Günün yorgunluğundan olsa gerek, eve gelir gelmez kendimi yatağa attım. Arkamdan sırıta sırıta Alice geliyor. Neden böyle sırıtıyordu anlamamıştım.
"Neden pis pis sırıyıyorsun" deddim gözlerimi devirerek.
"Hiç sadece..."
demesiyle işi çözmüştüm ben. Schoot ile ilgili birşeyler söyleyecekti belliydi. Daha lafını bitirmeden kelimeleri ağzına tıkayarak;
"Hey! Dur bir dakika. Henüz yeni tanıştık. Aklından geçenleri anlaya biliyorum." dedim. Aklındakiler belliydi schoot ve beni 'sevgili' yapma peşindeydi. Tamam itiraf etmeliyim ki schoot çok yakışıklıydı ve ondan birazcık hoşlanmıştım ama bunu Alice söyleyemezdim, yoksa hayatta dilinden düşemezdim. Alice tek kaşını kaldırarak sanki birşeyler anlamış gibi;
"Tamam dediğin gibi olsun"deyip kendi odasına çekildi.

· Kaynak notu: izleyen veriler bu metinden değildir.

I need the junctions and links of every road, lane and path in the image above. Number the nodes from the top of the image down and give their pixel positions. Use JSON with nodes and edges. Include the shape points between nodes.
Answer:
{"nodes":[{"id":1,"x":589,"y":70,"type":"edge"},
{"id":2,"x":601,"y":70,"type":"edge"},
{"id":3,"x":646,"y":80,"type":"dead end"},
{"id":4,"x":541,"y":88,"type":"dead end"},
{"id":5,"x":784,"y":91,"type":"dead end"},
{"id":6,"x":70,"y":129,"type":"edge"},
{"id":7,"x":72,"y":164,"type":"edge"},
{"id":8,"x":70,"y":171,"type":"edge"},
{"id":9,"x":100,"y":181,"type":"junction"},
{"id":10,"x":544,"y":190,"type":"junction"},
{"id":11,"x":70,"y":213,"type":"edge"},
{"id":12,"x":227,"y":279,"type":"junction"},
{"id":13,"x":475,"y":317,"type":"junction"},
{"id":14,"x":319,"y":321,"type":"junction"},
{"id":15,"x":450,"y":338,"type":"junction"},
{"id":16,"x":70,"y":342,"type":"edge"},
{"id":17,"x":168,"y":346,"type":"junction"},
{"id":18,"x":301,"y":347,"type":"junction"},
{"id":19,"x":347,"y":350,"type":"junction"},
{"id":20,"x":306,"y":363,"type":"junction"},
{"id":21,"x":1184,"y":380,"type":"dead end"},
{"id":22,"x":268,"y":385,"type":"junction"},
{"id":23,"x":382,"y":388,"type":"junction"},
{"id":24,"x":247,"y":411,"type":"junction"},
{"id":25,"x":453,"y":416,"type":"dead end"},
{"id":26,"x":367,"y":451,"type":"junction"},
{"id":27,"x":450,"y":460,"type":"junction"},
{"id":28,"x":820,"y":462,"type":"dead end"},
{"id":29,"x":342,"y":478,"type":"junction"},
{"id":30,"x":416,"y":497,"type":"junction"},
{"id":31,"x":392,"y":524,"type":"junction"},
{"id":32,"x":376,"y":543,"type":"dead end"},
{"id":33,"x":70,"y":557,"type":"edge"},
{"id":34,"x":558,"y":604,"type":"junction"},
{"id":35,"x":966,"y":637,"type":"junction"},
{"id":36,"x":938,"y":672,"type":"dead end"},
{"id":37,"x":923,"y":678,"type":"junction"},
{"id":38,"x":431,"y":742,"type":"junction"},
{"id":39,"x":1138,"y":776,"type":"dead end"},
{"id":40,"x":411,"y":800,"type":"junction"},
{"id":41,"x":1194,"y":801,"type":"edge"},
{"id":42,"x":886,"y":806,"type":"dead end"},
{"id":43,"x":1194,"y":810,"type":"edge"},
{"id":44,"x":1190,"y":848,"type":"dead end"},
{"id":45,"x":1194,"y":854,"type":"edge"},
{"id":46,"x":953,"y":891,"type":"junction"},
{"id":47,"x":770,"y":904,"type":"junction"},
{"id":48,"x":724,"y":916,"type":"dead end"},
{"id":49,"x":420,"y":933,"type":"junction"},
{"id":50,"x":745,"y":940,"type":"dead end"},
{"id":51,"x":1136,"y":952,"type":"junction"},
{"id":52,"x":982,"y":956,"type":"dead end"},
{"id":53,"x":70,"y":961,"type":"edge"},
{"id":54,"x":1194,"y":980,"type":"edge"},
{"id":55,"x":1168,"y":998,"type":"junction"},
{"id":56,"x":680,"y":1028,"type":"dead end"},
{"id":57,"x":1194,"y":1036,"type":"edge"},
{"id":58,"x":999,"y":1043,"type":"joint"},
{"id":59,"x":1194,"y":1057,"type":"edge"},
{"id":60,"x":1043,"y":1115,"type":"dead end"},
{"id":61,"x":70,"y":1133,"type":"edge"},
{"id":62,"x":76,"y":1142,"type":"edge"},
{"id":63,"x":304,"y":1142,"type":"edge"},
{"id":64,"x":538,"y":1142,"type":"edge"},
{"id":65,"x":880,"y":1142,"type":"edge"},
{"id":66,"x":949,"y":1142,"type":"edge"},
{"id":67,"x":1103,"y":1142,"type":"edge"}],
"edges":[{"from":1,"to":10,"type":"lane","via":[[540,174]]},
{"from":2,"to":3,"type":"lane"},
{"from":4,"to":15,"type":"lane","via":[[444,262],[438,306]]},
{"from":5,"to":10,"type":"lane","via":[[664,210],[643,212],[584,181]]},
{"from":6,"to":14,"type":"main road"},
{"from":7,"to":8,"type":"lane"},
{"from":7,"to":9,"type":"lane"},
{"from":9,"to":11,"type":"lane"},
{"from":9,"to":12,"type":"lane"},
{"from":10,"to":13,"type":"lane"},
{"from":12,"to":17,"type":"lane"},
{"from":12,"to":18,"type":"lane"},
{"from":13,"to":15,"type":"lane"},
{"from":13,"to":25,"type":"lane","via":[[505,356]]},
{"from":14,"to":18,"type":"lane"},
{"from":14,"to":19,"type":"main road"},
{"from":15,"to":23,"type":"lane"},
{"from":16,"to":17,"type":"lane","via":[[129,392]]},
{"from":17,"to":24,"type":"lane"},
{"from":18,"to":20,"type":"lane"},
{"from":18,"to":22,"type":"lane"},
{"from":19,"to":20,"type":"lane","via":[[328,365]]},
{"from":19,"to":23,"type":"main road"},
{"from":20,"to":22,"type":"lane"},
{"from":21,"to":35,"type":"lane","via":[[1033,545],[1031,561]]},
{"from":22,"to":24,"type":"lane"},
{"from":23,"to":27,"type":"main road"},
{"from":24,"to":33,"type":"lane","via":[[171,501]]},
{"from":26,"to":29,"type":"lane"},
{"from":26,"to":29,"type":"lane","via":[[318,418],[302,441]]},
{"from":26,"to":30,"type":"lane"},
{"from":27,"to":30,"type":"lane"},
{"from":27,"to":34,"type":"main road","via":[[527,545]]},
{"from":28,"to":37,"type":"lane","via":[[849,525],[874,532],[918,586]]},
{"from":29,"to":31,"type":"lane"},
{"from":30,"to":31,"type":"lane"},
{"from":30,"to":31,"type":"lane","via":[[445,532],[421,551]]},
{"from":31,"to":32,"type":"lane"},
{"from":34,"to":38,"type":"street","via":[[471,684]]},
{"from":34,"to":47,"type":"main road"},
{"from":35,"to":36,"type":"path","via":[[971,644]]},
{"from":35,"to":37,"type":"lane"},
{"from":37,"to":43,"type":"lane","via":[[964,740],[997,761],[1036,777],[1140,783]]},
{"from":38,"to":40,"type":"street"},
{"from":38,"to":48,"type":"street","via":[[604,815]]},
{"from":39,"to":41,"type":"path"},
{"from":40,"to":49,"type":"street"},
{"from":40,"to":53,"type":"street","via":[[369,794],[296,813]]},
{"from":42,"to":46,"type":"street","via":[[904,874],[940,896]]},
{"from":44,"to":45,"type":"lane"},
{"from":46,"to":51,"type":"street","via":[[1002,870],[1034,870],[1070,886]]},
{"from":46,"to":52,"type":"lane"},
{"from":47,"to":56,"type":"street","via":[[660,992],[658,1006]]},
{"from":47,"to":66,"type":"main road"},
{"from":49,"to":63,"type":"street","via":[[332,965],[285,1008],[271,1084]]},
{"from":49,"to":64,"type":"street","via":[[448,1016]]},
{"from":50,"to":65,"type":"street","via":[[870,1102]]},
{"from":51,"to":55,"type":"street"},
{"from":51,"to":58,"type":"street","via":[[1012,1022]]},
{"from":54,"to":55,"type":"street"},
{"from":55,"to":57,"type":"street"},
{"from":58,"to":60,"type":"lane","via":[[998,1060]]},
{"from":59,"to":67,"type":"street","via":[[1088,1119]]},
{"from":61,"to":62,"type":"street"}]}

Nihayet yanlızdım. Bir yandan acaba schoot'u ne zaman görebileceğim düşüncesi diğer yandan ise yarına piyano dersim olan etütü nasıl ekebilirdim düşünceleriyle dalıp gitmiştim...
Biraz sonra telefonumun mesaj sesiyle kendime geliyorum. Hemen mesajıma bakıyorum. Aman Tanrım! Bu schoot. Bana mesaj atmıştı. Neden bilmiyorum ama onun bana mesaj attığını içimde tuhaf birşeyler oldu. Mesaja karşılık verdim. Konukça konuşuyoruz. Schoot'u daha yakından tanımaya başlıyordum. Birbirimize sorular soruyoruz. Arada espiriler yapıp sesli gülmeme neden oluyordu. Schoot'la konuşmak iyi geliyordu. Hoşuma gidiyordu öyle ki saatin geç olduğunu anlamamıştık bile. Zaman o kadar çabuk geçmiş ki...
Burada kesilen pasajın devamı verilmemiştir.